More and more workplaces need employees who can work effectively with people of diverse cultural contexts. Cultural intelligence is a core social ability to interact successfully in cross-cultural environments. The Short Form measure of Cultural Intelligence (SFCQ) has been validated in several countries, although not for Portuguese-speaking countries. This paper describes the findings of three studies conceived to validate the SFCQ in the Portuguese language. The first study supports the SFCQ scale as unidimensional with three intermediate facets and possessing adequate internal consistency in a sample of college students (N = 217). In favor of construct validity, the instrument is weakly associated with but dissimilar to ethnocentrism and personality and is positively related to various markers of multicultural experience. Regarding criterion-validity, the SFCQ is related, as expected, to sociocultural adaptation and having a close friend from another culture. The second study supports the construct validity and the concurrent validity of the Portuguese SFCQ scale using a different sample of national college students (N = 195).
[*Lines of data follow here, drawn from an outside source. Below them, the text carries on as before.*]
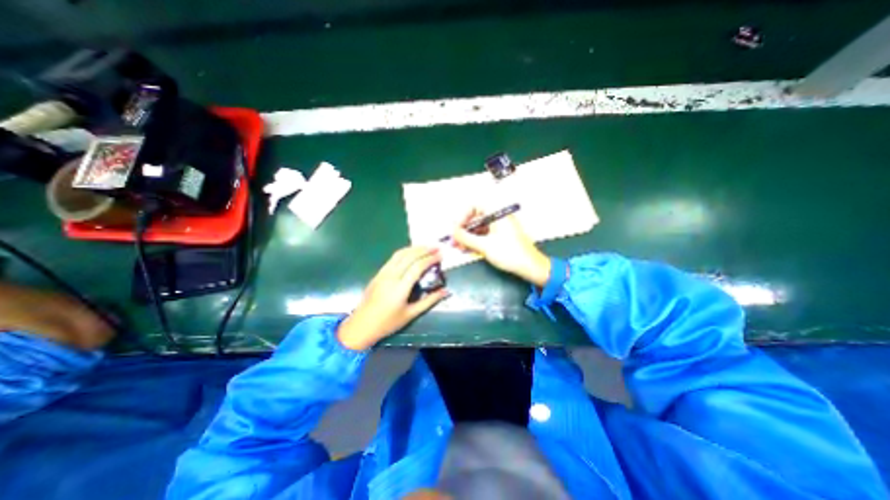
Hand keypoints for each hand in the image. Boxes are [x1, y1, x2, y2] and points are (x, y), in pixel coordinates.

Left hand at [337, 246, 448, 348]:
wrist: (361, 325)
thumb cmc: (388, 323)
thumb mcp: (411, 314)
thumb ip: (429, 301)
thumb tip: (446, 292)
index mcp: (400, 288)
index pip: (417, 267)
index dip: (430, 259)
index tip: (441, 255)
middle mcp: (391, 276)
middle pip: (409, 256)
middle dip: (424, 250)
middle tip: (436, 247)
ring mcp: (383, 273)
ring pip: (399, 254)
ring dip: (414, 248)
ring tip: (426, 246)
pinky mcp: (378, 273)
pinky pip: (393, 258)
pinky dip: (404, 252)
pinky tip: (411, 253)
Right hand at [456, 207, 554, 286]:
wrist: (531, 267)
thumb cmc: (509, 253)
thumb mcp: (484, 246)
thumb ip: (466, 237)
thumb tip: (452, 231)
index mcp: (497, 214)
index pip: (475, 207)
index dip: (463, 216)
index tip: (455, 229)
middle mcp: (498, 218)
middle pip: (476, 219)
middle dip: (463, 230)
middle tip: (453, 242)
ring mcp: (500, 228)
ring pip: (479, 229)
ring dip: (468, 238)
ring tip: (458, 248)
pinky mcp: (501, 238)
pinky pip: (485, 236)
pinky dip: (476, 242)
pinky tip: (467, 250)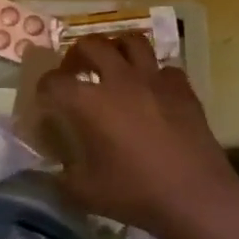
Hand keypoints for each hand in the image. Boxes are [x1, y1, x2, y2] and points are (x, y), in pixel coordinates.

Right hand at [36, 36, 238, 238]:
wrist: (195, 196)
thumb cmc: (135, 194)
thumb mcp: (84, 193)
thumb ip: (61, 176)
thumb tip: (52, 170)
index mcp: (89, 102)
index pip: (54, 81)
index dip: (44, 87)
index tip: (45, 99)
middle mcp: (119, 80)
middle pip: (91, 45)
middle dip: (77, 55)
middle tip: (75, 71)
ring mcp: (154, 79)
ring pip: (131, 41)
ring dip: (116, 48)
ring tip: (113, 65)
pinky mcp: (182, 88)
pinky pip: (164, 67)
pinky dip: (153, 74)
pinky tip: (151, 91)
The final study (N = 181) also supported the construct, the convergent, and the criterion-related validities of the Portuguese SFCQ scale in a sample of international students. It merits noting that in these three studies cultural intelligence emerged as a second-order single factor with three first-order factors, in particular, cultural knowledge, cultural skills, and cultural metacognition. These results substantiate the validity of the SFCQ and demonstrate this Portuguese version as a tool with substantial evidence for easily assessing cultural intelligence.